Vogel could only agree.
Supported by Saslow, he spent the rest of that day and most of the following morning re-interviewing Terry Cooke. He was still being held in a police cell at Patchway, awaiting transfer to prison where he would be held in custody until trial. Unless the charge against him was dropped of course, thought Vogel.
When questioned closely about his movements at the time of Timothy Southey’s death and whether or not he had ever met the young man and so on, Cooke grew more and more bewildered.
Eventually, Vogel told him about the DNA match with samples taken from Southey’s body.
‘I don’t believe this,’ said Cooke. ‘It’s some sort of fit-up, stuff like this doesn’t happen to blokes like me.

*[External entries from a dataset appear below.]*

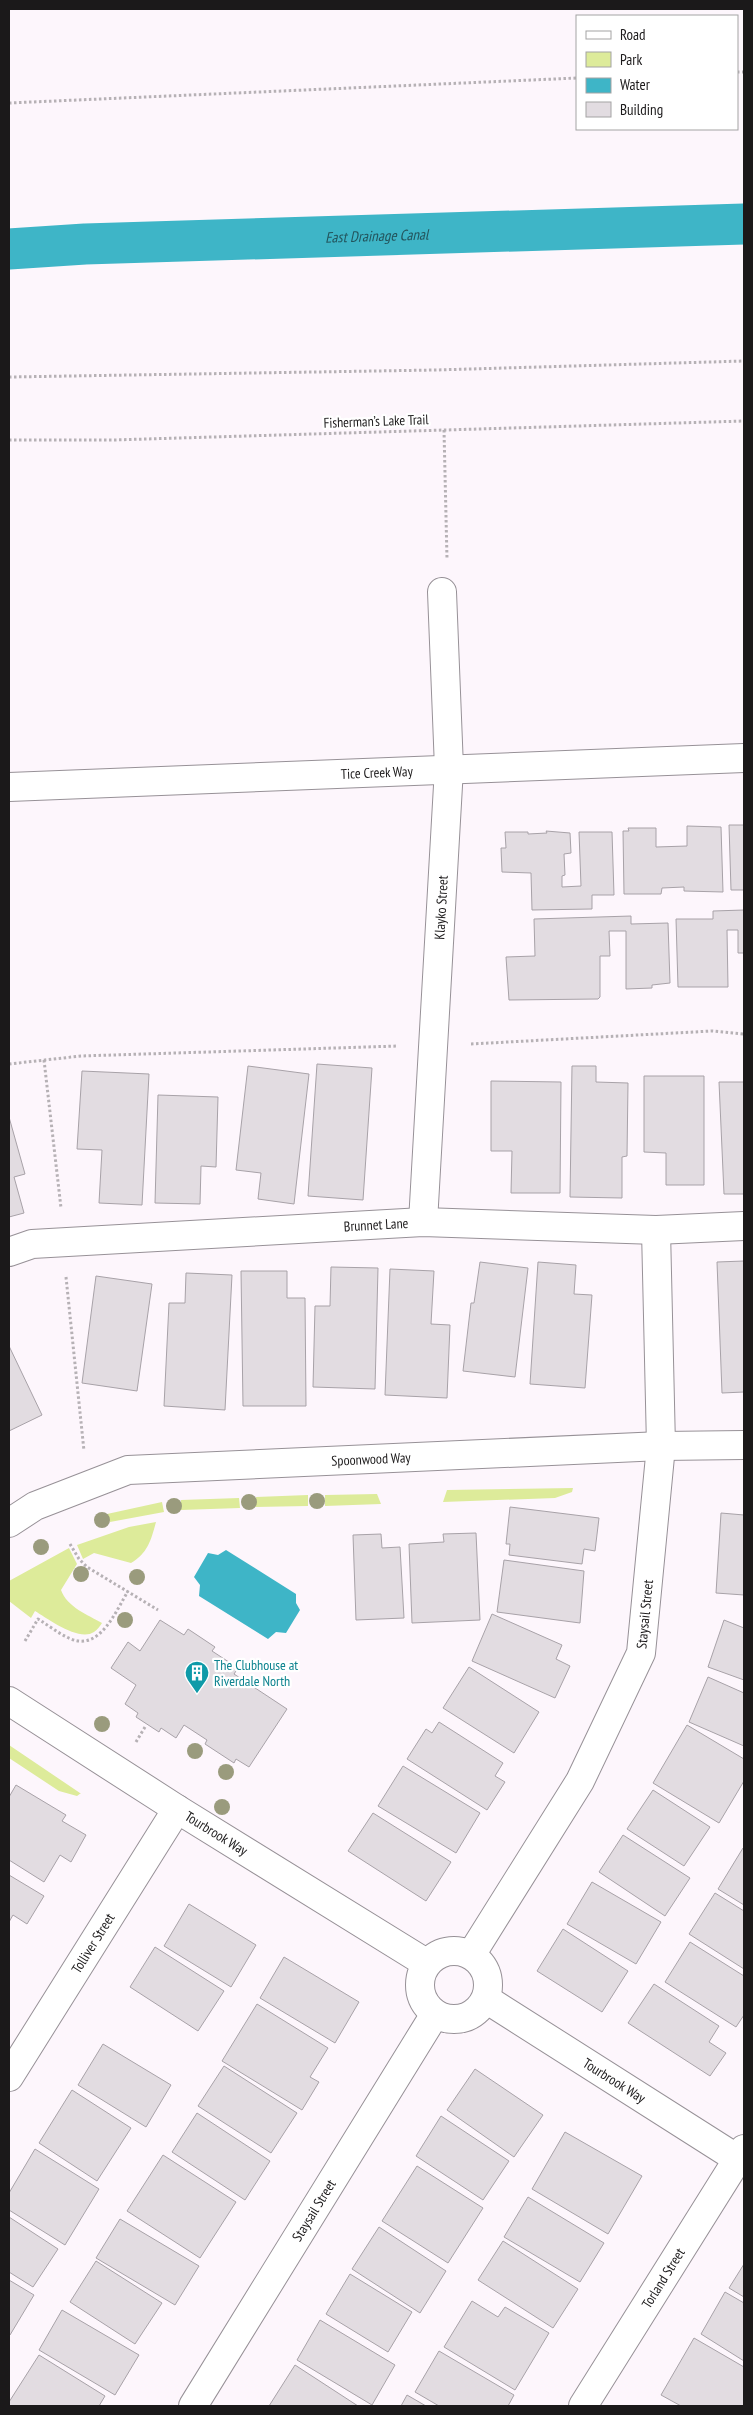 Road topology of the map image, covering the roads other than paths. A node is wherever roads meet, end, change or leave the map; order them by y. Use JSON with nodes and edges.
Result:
{"nodes":[{"id":1,"x":442,"y":592,"type":"dead end"},
{"id":2,"x":744,"y":758,"type":"edge"},
{"id":3,"x":449,"y":768,"type":"junction"},
{"id":4,"x":9,"y":787,"type":"edge"},
{"id":5,"x":423,"y":1222,"type":"junction"},
{"id":6,"x":744,"y":1226,"type":"edge"},
{"id":7,"x":656,"y":1230,"type":"junction"},
{"id":8,"x":9,"y":1252,"type":"edge"},
{"id":9,"x":744,"y":1445,"type":"edge"},
{"id":10,"x":661,"y":1446,"type":"junction"},
{"id":11,"x":9,"y":1523,"type":"edge"},
{"id":12,"x":9,"y":1701,"type":"edge"},
{"id":13,"x":177,"y":1810,"type":"junction"},
{"id":14,"x":471,"y":1955,"type":"junction"},
{"id":15,"x":426,"y":1963,"type":"junction"},
{"id":16,"x":486,"y":1999,"type":"junction"},
{"id":17,"x":435,"y":2014,"type":"junction"},
{"id":18,"x":9,"y":2077,"type":"edge"},
{"id":19,"x":742,"y":2157,"type":"edge"},
{"id":20,"x":193,"y":2406,"type":"edge"},
{"id":21,"x":583,"y":2406,"type":"edge"}],
"edges":[{"from":1,"to":3,"type":"street","name":"Klayko Street"},
{"from":2,"to":3,"type":"street","name":"Tice Creek Way"},
{"from":3,"to":4,"type":"street","name":"Tice Creek Way"},
{"from":3,"to":5,"type":"street","name":"Klayko Street"},
{"from":5,"to":7,"type":"street","name":"Brunnet Lane"},
{"from":5,"to":8,"type":"street","name":"Brunnet Lane"},
{"from":6,"to":7,"type":"street","name":"Brunnet Lane"},
{"from":7,"to":10,"type":"street","name":"Staysail Street"},
{"from":9,"to":10,"type":"street","name":"Spoonwood Way"},
{"from":10,"to":11,"type":"street","name":"Spoonwood Way"},
{"from":10,"to":14,"type":"street","name":"Staysail Street"},
{"from":12,"to":13,"type":"street","name":"Tourbrook Way"},
{"from":13,"to":15,"type":"street","name":"Tourbrook Way"},
{"from":13,"to":18,"type":"street","name":"Tolliver Street"},
{"from":14,"to":15,"type":"street"},
{"from":14,"to":16,"type":"street"},
{"from":15,"to":17,"type":"street"},
{"from":16,"to":17,"type":"street"},
{"from":16,"to":19,"type":"street","name":"Tourbrook Way"},
{"from":17,"to":20,"type":"street","name":"Staysail Street"},
{"from":19,"to":21,"type":"street","name":"Torland Street"}]}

I’ve told you, I’ve never been to any Premier Inn anywhere, let alone one in Soho. I’ve never even heard of Timothy Southey. I’m not an effin’ shirtlifter, for fuck’s sake. Anyway, it’s bloody simple now, you’ve got to do another DNA test on me right away. The stupid bastards have got my sample mixed up. That’s all it can be.’
Cooke’s brief stepped in for the first time then.
‘Clearly you should arrange that at once, Mr Vogel,’ she said. ‘And you should know that I shall also be advising my client to undergo a private and independent DNA test.’